» Problem statement: Exact reproduction is needed for the lines from the one with "pinky tip: (809, 377)" to the end of the listing below, and for no other lines.

» Data extract:
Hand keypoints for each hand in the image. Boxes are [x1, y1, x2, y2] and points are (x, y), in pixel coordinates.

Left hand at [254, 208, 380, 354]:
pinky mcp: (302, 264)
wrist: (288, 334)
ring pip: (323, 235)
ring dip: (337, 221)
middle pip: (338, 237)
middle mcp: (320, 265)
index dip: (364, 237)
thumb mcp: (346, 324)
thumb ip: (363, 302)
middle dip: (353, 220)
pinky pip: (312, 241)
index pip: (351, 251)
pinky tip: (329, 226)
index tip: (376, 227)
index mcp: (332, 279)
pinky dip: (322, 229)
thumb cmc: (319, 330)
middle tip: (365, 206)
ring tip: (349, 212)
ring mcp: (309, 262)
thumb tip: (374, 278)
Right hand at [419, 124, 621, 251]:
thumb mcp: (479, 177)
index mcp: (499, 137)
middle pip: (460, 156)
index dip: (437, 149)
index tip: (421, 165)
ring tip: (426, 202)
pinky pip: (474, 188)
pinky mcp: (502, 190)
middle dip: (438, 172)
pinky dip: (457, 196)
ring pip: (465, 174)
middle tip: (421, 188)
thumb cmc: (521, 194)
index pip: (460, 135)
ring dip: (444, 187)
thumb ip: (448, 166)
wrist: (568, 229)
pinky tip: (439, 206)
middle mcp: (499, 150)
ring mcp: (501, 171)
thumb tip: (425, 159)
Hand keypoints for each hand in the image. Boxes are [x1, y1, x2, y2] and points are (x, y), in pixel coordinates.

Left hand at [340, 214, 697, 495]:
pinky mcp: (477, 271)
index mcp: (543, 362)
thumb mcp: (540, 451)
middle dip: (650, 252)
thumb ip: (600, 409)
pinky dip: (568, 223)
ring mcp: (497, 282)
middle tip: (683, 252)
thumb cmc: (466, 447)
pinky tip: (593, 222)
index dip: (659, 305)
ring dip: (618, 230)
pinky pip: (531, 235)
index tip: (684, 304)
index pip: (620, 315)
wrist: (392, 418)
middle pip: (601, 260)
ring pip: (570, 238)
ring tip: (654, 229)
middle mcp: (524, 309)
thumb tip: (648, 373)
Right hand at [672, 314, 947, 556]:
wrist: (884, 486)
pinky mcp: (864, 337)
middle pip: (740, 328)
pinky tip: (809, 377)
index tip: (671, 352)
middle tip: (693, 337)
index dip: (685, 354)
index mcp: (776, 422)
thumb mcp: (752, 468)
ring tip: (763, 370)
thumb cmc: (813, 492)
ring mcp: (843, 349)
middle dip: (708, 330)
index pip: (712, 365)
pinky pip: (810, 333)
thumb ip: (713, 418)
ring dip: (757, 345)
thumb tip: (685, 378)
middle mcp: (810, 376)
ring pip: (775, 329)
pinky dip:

» Reply to the task:
pinky tip: (809, 377)
index tip: (671, 352)
middle tip: (693, 337)
index dip: (685, 354)
index mcp: (776, 422)
thumb mcp: (752, 468)
ring tip: (763, 370)
thumb cmc: (813, 492)
ring mcp: (843, 349)
middle dip: (708, 330)
index pip: (712, 365)
pinky pip: (810, 333)
thumb ip: (713, 418)
ring dip: (757, 345)
thumb tip: (685, 378)
middle mcp: (810, 376)
ring pip: (775, 329)
pinky dip:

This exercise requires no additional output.